Quotations from all quarters on life, literature, and whatever else tickled my fancy. Browse and enjoy. —T. S.

Christopher Johnson on truth

Christopher Johnson explains Postmodernist ‘thought’ with unusual frankness and lucidity:

There’s a considerable difference between real and factual. Just because something is true doesn’t mean that it’s actually the case. And vice versa. Any educated person knows that.

Aristotle on tyrants

In 1925, as a protest against the new and virulent strains of dictatorship then beginning to infect the world, Pope Pius XI instituted the Solemnity of Christ the King, which is now celebrated in the Novus Ordo Missae, and by many Protestant churches, on the last Sunday of the liturgical year, viz. today. This quotation caught my eye as appropriate to the occasion:

[T]he greatest crimes are caused by excess and not by necessity. Men do not become tyrants in order that they may not suffer cold; and hence great is the honour bestowed, not on him who kills a thief, but on him who kills a tyrant.

—Aristotle, Politics

Mark Twain on lying fallow

When an acre of ground has produced long and well, we let it lie fallow and rest for a season; we take no man clear across the continent in the same coach he started in — the coach is stabled somewhere on the plains and its heated machinery allowed to cool for a few days; when a razor has seen long service and refuses to hold an edge, the barber lays it away for a few weeks, and the edge comes back of its own accord. We bestow thoughtful care upon inanimate objects, but none upon ourselves. What a robust people, what a nation of thinkers we might be, if we would only lay ourselves on the shelf occasionally and renew our edges!

The Innocents Abroad

Russ Nelson on economics

The difference between an economist and a politician is that the economist is sure that he doesn’t understand economics, and a politician is sure that he does.

Russ Nelson

Clive James on modern poetry

The only thing I have to say against most modern poetry is that so much of it avoids all verse conventions without rising to the level of decent prose.

—Clive James

George F. Will on means and ends

It is infantile to will an end without willing the means to that end.
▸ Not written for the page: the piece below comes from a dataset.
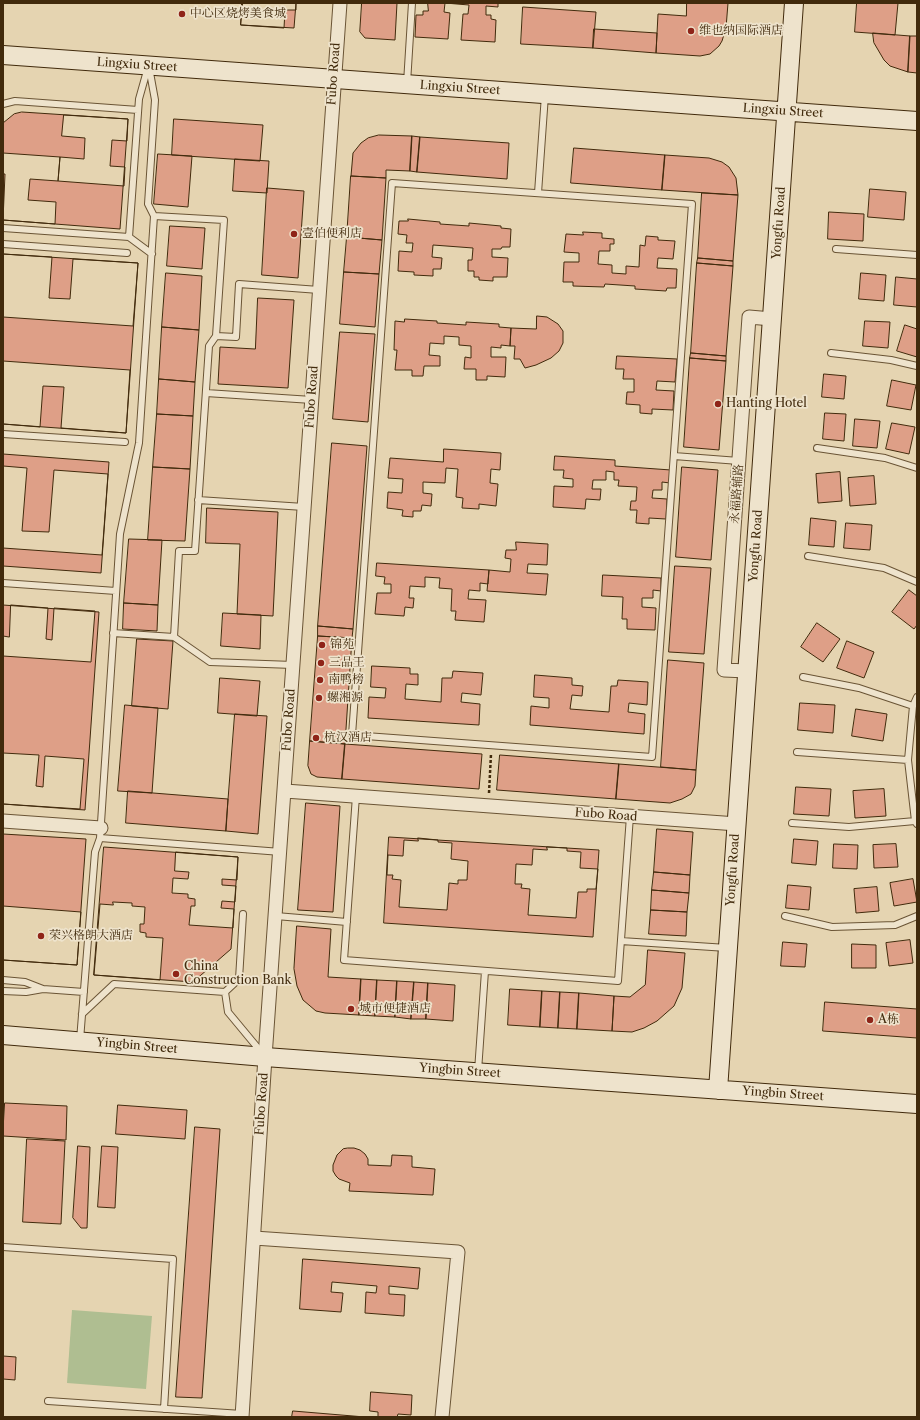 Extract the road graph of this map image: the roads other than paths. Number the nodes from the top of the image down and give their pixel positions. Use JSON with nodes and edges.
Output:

C. S. Lewis on progress and ‘seeing through’

Late in The Abolition of Man, C.S. Lewis treats us to a chestnut about progress:

It is like the famous Irishman who found that a certain kind of stove reduced his fuel bill by half and thence concluded that two stoves of the same kind would enable him to warm his house with no fuel at all.

The concluding half-paragraph of the book:

There are progressions in which the last step is sui generis — incommensurable with the others — and in which to go the whole way is to undo all the labour of your previous journey. To reduce the Tao to a mere natural product is a step of that kind. Up to that point, the kind of explanation which explains things away may give us something, though at a heavy cost. But you cannot go on ‘explaining away’ for ever: you will find that you have explained explanation itself away. You cannot go on ‘seeing through’ things for ever. The whole point of seeing through something is to see something through it. It is good that the window should be transparent, because the street or garden beyond it is opaque. How if you saw through the garden too? It is no use trying to ‘see through’ first principles. If you see through everything, then everything is transparent. But a wholly transparent world is an invisible world. To ‘see through’ all things is the same as not to see.